## EXERCISE PROMPT
Find and copy every line in the records that includes the string "Gallupi".

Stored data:
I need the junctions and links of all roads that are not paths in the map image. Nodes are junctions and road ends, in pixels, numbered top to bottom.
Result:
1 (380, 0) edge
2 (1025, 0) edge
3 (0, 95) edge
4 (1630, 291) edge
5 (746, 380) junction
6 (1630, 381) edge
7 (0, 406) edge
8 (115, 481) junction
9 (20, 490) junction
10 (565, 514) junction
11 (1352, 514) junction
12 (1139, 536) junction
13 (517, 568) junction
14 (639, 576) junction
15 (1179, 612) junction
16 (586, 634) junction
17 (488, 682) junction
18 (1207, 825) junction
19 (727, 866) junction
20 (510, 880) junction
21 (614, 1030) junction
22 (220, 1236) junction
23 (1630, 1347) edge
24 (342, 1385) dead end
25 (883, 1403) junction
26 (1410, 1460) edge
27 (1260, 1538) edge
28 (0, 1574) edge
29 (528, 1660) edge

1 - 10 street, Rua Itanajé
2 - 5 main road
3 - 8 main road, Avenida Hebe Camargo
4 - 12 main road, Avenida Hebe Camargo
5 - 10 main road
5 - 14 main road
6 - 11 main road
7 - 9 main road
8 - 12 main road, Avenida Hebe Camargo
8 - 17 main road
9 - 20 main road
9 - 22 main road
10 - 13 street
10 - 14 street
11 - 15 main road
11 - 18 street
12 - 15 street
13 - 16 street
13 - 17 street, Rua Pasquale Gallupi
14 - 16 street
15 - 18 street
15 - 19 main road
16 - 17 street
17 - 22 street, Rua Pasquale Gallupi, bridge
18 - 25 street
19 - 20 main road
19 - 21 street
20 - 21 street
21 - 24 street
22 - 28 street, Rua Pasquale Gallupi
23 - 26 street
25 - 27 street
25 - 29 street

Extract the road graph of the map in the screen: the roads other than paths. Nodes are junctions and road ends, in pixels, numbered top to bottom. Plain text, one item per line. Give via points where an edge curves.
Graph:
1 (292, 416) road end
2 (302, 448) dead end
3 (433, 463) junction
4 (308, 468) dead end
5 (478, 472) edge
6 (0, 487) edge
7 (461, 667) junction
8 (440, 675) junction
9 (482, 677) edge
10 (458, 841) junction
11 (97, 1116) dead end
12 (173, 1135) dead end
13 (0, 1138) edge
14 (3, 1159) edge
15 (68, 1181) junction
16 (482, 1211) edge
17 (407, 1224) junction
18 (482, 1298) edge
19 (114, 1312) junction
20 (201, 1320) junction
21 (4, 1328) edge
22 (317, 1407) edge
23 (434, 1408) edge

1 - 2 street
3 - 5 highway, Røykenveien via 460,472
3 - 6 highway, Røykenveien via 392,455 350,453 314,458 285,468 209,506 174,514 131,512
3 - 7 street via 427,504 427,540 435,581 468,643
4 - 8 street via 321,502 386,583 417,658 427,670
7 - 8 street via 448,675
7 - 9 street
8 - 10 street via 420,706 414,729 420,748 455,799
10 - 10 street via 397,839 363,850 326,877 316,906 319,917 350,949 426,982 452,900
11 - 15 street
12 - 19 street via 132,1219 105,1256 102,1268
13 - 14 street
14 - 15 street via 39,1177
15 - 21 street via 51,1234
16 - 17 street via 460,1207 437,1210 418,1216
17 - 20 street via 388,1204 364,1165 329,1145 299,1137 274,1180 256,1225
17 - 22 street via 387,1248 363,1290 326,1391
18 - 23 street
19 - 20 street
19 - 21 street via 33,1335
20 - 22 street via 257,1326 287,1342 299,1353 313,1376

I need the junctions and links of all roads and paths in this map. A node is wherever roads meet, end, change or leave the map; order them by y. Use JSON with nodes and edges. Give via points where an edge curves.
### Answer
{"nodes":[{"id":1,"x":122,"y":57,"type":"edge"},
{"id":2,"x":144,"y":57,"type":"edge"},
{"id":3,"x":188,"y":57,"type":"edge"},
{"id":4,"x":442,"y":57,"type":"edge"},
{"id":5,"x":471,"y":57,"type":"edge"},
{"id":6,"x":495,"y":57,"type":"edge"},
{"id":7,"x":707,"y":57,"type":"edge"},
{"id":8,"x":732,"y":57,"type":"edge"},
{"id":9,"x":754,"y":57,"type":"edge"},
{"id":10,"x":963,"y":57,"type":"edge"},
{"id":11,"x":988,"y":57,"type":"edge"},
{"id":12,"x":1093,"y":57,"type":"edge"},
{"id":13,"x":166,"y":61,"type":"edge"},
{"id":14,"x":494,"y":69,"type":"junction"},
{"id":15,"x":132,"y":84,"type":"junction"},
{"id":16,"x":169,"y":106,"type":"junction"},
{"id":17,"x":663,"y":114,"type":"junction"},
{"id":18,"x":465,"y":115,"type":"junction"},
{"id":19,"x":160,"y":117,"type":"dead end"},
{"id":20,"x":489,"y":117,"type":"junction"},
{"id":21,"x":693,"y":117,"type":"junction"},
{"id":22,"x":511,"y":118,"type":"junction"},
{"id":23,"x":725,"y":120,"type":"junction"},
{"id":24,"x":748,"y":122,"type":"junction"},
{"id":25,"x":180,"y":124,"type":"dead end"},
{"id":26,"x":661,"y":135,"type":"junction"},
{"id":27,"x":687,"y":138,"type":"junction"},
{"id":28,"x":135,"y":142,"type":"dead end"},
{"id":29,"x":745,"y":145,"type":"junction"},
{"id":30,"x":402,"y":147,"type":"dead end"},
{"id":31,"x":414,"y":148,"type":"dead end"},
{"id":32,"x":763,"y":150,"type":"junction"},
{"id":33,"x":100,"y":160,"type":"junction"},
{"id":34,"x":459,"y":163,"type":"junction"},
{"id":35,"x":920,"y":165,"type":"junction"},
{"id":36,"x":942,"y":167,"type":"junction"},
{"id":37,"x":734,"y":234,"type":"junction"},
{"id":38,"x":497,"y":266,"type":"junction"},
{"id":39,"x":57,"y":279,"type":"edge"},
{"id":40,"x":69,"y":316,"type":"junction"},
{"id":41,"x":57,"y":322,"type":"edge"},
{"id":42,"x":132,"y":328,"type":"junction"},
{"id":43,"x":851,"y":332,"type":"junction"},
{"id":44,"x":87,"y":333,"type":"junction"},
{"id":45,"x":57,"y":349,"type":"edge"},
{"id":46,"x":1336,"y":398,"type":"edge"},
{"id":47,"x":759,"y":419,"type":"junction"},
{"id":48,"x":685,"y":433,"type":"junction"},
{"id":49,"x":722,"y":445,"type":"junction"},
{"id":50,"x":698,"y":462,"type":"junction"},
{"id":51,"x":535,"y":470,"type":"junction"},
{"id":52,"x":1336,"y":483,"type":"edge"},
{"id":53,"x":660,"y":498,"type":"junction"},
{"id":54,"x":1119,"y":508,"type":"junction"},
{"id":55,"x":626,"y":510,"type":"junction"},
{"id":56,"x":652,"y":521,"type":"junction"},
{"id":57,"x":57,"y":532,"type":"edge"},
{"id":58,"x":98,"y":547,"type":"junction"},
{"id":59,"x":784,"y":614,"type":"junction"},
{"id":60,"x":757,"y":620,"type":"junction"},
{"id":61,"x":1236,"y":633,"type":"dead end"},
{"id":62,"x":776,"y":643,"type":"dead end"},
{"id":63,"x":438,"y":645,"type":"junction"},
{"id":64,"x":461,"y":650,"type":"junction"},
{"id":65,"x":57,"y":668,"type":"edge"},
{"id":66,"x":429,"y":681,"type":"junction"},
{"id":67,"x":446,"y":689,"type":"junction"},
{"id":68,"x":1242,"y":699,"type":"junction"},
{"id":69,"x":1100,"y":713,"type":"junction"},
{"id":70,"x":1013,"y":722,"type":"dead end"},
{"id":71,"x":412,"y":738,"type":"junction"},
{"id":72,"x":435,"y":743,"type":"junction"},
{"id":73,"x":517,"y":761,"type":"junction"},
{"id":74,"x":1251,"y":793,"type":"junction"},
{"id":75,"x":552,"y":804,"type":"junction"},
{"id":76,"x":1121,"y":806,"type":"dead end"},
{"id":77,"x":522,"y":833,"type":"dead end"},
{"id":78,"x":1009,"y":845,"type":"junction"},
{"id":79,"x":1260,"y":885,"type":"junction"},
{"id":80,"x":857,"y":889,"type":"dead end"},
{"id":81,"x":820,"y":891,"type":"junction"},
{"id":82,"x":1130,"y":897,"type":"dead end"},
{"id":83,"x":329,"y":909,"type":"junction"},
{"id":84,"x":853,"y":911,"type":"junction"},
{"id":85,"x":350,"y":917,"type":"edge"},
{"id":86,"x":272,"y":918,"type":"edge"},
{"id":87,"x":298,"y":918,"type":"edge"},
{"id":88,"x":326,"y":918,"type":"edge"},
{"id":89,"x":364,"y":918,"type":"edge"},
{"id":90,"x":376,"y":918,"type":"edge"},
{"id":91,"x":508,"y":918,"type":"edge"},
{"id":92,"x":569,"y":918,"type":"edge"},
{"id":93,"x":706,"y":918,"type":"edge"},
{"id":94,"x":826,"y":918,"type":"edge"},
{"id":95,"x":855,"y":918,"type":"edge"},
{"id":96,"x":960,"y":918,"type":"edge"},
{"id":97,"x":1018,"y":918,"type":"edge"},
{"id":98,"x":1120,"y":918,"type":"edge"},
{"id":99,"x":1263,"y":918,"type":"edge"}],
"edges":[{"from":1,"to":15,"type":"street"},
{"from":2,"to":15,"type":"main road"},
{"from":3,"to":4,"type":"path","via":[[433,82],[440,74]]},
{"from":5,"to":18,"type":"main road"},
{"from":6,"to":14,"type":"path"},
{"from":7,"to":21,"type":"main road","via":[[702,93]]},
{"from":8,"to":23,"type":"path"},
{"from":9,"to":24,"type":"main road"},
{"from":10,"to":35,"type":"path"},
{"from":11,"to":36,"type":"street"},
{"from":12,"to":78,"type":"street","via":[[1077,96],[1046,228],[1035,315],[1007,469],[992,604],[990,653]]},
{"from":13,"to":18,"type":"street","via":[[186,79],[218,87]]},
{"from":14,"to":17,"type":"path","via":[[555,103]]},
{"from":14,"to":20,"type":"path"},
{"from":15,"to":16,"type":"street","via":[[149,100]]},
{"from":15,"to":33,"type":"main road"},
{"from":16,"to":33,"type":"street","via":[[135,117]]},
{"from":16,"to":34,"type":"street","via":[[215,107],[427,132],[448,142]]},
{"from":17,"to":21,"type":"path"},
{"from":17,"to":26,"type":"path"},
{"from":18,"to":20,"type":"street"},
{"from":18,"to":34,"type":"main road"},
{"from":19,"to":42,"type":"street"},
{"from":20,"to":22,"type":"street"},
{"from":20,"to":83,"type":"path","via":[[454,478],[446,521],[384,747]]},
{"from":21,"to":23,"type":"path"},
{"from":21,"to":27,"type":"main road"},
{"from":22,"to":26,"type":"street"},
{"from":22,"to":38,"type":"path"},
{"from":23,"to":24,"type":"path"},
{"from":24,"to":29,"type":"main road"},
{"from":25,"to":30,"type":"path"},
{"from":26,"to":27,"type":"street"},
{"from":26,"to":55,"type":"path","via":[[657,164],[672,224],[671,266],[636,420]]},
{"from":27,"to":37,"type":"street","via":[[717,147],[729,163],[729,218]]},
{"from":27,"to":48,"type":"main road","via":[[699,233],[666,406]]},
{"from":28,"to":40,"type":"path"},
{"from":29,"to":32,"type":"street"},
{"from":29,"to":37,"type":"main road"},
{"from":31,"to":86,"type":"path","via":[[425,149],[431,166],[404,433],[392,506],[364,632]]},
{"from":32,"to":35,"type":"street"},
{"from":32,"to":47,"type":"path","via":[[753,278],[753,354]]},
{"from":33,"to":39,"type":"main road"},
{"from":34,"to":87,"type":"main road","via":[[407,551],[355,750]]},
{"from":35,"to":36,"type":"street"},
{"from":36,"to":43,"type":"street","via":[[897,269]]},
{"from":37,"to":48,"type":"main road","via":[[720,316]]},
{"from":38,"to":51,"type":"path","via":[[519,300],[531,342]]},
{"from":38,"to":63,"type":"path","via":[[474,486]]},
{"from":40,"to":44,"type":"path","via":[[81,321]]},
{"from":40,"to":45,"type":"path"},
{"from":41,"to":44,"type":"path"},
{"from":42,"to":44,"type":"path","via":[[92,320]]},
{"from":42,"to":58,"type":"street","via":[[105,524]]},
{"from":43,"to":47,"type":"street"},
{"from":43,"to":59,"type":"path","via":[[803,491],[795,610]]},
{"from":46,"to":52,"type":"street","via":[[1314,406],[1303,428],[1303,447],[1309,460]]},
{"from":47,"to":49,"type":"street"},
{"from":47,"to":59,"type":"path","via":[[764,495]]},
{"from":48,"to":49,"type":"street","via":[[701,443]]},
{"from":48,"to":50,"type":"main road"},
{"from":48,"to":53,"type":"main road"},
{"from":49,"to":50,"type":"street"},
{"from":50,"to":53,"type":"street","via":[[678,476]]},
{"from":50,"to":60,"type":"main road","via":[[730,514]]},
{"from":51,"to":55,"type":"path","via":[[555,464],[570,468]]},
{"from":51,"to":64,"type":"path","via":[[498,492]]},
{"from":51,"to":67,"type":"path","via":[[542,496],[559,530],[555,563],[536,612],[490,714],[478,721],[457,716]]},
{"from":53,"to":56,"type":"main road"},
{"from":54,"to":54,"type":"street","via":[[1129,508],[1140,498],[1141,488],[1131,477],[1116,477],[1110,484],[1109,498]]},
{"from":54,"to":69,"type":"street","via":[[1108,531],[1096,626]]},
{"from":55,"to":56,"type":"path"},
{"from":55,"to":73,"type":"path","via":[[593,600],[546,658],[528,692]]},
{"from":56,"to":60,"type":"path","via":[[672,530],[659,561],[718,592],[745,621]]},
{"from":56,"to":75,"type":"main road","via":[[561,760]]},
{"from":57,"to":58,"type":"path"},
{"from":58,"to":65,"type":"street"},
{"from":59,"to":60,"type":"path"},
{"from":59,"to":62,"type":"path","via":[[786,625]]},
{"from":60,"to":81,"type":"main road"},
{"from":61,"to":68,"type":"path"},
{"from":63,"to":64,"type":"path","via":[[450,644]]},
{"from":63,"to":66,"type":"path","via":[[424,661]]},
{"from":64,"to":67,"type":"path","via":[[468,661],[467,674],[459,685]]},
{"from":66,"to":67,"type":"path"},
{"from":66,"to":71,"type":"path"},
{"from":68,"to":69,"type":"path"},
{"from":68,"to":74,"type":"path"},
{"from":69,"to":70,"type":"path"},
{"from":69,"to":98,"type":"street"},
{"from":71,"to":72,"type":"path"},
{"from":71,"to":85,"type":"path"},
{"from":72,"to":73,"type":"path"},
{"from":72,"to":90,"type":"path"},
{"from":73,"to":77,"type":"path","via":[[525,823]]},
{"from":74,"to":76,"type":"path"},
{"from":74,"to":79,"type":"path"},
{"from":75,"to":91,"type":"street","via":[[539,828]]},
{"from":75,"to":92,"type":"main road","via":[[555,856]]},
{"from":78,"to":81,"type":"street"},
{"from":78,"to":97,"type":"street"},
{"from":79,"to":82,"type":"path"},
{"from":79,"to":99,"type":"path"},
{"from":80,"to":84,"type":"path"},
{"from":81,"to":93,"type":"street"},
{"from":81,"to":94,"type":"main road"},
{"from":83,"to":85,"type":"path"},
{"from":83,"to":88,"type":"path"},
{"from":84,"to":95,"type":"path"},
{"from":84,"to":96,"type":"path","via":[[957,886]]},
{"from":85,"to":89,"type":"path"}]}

## YOUR SOLUTION
13 - 17 street, Rua Pasquale Gallupi
17 - 22 street, Rua Pasquale Gallupi, bridge
22 - 28 street, Rua Pasquale Gallupi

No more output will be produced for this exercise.